**Supplied data:**
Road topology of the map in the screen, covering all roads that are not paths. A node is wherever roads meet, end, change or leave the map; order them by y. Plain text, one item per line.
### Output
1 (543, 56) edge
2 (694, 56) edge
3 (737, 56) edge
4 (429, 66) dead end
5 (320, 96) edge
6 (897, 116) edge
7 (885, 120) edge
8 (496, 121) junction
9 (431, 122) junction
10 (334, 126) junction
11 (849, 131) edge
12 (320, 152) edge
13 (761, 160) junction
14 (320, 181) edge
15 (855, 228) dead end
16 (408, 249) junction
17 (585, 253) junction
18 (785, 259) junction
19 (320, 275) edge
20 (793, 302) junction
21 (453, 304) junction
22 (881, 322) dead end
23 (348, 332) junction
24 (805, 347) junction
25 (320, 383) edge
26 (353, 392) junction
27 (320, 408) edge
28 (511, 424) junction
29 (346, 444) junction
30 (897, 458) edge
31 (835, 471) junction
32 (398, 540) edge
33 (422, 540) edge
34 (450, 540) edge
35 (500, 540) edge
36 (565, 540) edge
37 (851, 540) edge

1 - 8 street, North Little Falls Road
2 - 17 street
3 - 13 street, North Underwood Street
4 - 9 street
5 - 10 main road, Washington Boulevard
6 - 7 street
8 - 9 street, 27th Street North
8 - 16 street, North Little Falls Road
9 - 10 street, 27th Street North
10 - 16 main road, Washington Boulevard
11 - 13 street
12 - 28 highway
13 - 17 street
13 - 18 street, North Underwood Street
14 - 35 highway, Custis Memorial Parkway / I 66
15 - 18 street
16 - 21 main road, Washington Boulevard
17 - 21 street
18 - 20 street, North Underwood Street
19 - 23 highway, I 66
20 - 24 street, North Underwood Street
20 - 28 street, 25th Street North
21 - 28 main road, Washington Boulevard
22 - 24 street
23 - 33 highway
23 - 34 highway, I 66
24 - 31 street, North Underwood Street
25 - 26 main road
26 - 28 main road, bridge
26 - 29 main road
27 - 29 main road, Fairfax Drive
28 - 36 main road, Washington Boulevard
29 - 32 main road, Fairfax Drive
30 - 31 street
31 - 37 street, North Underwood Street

**Action item:**
Print every record exactly as written.

**Response to the exercise:**
Road topology of the map in the screen, covering all roads that are not paths. A node is wherever roads meet, end, change or leave the map; order them by y. Plain text, one item per line.
### Output
1 (543, 56) edge
2 (694, 56) edge
3 (737, 56) edge
4 (429, 66) dead end
5 (320, 96) edge
6 (897, 116) edge
7 (885, 120) edge
8 (496, 121) junction
9 (431, 122) junction
10 (334, 126) junction
11 (849, 131) edge
12 (320, 152) edge
13 (761, 160) junction
14 (320, 181) edge
15 (855, 228) dead end
16 (408, 249) junction
17 (585, 253) junction
18 (785, 259) junction
19 (320, 275) edge
20 (793, 302) junction
21 (453, 304) junction
22 (881, 322) dead end
23 (348, 332) junction
24 (805, 347) junction
25 (320, 383) edge
26 (353, 392) junction
27 (320, 408) edge
28 (511, 424) junction
29 (346, 444) junction
30 (897, 458) edge
31 (835, 471) junction
32 (398, 540) edge
33 (422, 540) edge
34 (450, 540) edge
35 (500, 540) edge
36 (565, 540) edge
37 (851, 540) edge

1 - 8 street, North Little Falls Road
2 - 17 street
3 - 13 street, North Underwood Street
4 - 9 street
5 - 10 main road, Washington Boulevard
6 - 7 street
8 - 9 street, 27th Street North
8 - 16 street, North Little Falls Road
9 - 10 street, 27th Street North
10 - 16 main road, Washington Boulevard
11 - 13 street
12 - 28 highway
13 - 17 street
13 - 18 street, North Underwood Street
14 - 35 highway, Custis Memorial Parkway / I 66
15 - 18 street
16 - 21 main road, Washington Boulevard
17 - 21 street
18 - 20 street, North Underwood Street
19 - 23 highway, I 66
20 - 24 street, North Underwood Street
20 - 28 street, 25th Street North
21 - 28 main road, Washington Boulevard
22 - 24 street
23 - 33 highway
23 - 34 highway, I 66
24 - 31 street, North Underwood Street
25 - 26 main road
26 - 28 main road, bridge
26 - 29 main road
27 - 29 main road, Fairfax Drive
28 - 36 main road, Washington Boulevard
29 - 32 main road, Fairfax Drive
30 - 31 street
31 - 37 street, North Underwood Street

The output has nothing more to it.